Noises that seem to come from nowhere rise up on Lift Your Skinny . . . like toothy monsters in a moonlit cornfield, somehow of the landscape but imbuing it with a sinister overtone that wasn't there a second ago. A paranoiac rant delivered in an eerily androgynous voice, concerning how looking into the face of God can drive one insane, runs over and under a bowed-string melody that slowly becomes a minimalist minor-key dirge. A full-on guitar-and-drum workout gets layered with a high-octave keyboard playing parallel lines, and there's not a muddy moment in the mix. Most of Lift Your Skinny . . . is the soundtrack to driving all night on two-lane blacktop, stoked on gas-station coffee, with only a map light and a waning gibbous moon to direct your wheels. David Lynch should only have chosen such music for Lost Highway.

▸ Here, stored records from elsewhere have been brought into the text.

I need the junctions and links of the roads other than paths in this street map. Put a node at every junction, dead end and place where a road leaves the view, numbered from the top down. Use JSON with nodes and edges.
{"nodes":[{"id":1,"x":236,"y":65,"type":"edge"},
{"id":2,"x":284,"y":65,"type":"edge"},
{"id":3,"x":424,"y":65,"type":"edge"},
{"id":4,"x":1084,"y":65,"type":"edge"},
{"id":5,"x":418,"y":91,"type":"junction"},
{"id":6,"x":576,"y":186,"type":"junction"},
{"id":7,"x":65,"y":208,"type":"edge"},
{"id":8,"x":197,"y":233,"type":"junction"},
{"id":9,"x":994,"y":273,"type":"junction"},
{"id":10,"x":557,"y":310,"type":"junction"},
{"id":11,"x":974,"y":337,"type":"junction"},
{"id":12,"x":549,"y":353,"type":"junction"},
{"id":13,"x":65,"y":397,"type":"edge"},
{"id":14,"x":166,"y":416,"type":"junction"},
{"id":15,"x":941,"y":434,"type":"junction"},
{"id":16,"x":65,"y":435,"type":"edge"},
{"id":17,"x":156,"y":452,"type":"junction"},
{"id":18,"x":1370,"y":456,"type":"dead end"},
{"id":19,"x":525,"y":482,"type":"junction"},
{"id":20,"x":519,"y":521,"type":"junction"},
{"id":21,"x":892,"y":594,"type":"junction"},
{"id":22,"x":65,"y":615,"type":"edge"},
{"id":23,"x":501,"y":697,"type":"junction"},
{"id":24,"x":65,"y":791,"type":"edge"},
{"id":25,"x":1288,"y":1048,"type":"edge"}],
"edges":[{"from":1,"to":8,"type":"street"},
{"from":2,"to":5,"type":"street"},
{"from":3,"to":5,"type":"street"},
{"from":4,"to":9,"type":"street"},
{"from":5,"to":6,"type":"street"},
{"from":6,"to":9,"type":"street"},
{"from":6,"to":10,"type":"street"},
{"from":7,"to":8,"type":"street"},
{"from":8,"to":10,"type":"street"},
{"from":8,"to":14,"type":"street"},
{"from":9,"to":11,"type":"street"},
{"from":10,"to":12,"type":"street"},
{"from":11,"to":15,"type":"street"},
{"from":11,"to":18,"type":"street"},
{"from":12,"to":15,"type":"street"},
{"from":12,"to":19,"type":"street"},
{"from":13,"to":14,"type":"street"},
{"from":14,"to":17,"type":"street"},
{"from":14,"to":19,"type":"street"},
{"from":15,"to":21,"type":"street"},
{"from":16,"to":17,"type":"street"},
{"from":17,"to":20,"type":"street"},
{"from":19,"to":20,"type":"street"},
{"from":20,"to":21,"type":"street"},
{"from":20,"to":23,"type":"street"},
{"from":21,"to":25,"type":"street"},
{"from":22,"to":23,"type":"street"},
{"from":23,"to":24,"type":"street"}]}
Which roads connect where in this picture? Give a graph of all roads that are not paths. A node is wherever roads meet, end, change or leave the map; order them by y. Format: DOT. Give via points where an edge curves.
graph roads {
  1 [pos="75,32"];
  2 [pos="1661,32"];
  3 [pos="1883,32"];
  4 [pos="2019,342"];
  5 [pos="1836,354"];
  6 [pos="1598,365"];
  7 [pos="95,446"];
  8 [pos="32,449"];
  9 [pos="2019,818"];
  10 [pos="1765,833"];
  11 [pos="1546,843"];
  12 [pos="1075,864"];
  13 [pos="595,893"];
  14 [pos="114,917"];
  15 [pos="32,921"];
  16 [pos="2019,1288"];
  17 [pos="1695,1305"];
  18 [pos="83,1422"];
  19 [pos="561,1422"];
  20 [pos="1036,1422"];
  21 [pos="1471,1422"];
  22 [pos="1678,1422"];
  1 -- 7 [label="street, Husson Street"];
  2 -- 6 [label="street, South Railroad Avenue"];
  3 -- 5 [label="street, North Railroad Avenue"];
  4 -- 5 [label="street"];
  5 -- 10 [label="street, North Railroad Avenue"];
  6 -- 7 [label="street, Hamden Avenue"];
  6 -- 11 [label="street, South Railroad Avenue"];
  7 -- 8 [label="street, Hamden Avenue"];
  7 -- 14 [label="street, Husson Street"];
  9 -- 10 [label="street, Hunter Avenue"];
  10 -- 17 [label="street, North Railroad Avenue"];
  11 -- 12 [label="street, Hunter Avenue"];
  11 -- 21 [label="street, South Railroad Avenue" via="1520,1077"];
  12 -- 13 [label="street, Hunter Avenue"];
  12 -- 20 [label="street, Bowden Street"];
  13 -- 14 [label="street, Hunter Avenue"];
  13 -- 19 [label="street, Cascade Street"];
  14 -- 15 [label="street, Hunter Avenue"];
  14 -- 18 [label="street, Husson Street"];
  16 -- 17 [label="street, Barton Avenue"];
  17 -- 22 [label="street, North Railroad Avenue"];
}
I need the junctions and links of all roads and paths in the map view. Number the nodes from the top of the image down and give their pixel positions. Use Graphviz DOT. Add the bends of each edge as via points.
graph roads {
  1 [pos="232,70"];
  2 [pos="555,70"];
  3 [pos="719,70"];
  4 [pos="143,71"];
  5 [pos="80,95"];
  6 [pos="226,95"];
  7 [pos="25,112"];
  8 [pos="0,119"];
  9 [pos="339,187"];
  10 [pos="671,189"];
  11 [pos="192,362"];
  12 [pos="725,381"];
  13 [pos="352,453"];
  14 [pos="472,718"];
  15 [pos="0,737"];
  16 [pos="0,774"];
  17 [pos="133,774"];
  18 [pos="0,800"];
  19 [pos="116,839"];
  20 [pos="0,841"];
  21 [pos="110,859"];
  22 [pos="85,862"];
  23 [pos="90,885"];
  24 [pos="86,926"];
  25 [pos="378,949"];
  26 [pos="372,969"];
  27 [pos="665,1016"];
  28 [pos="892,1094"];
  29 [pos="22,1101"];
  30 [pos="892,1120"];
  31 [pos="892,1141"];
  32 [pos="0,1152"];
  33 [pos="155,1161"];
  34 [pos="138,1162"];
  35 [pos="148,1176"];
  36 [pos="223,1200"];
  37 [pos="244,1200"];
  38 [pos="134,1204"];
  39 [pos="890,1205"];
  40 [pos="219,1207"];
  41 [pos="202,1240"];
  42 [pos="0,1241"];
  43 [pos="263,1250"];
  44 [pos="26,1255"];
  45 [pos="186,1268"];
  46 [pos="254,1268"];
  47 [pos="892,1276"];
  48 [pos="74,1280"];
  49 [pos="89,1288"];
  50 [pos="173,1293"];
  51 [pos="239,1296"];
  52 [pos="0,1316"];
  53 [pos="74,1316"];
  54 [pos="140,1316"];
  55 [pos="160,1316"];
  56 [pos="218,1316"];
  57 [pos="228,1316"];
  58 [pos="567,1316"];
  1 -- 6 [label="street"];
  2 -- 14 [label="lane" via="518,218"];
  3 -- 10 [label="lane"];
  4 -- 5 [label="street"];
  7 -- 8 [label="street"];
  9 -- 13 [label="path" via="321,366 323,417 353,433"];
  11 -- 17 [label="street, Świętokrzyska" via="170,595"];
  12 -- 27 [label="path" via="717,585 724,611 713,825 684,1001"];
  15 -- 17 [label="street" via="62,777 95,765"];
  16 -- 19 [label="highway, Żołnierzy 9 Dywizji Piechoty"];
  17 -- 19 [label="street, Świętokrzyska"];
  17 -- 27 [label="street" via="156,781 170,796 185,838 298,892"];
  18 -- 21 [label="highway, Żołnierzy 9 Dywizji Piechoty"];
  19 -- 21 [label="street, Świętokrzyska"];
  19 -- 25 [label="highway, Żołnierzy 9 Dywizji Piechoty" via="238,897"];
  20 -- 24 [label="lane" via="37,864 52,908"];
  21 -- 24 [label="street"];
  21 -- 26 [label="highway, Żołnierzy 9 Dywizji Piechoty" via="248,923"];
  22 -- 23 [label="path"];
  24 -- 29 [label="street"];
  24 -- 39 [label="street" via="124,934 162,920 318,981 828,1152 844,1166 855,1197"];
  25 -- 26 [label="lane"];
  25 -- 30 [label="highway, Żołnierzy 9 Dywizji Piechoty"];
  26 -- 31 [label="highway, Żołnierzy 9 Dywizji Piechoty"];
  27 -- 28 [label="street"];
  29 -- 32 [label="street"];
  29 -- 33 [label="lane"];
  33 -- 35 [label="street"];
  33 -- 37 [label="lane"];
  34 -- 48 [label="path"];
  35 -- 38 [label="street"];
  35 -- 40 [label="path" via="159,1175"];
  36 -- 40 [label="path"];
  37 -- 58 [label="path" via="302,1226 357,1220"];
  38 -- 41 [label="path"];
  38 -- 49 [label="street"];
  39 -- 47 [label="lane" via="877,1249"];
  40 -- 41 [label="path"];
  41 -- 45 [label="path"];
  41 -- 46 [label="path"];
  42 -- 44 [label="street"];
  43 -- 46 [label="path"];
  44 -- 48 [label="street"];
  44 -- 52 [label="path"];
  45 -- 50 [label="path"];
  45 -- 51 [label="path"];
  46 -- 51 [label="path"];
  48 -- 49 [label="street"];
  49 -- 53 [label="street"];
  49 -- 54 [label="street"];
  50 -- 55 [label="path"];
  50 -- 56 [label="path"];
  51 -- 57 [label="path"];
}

The record is full of titles like abstract paintings: "The Buildings They Are Sleeping Now," "She Dreamt She Was a Bulldozer. She Dreamt She Was Alone in an Empty Field," "Cancer Towers on the Holy Road Hi-Way," and so on. There are no lyrics. Every title segues; there are only two actual tracks on each disc. This is an album, in sum, meant to be ingested in great big chunks, with zero "personality" to get in the way or color your perception of the sound. It's the closest thing to sheer noise you'll hear this season, it's an aggressive and ambitious step for a band that up to now has released only EPs, and its combination of eerie atmospherics, multiple sound layers and numerous dynamic shifts rewards -- in fact, requires -- numerous listenings.
Also, godspeed you black emperor! is from Montreal.
Now, there's been a great deal of smoke in this rag lately about the quality of Canadian entertainers, concerning which this reviewer has kept his hands scrupulously clean. So let me do my part to promote international goodwill by saying that Lift Your Skinny . . . whips the derrière off Moxy Fruvous, another Canadian band you've never heard of (and how I envy you, existing as you do in that idyllic state). There's some hellacious musical work going on up north, of which godspeed you black emperor! is inarguable, eloquent proof. And though they're not strictly responsible for Jim Carrey or Pamela Anderson, they're damn near enough to make one forgive both those atrocities, which in these ugly days is no less than a public service.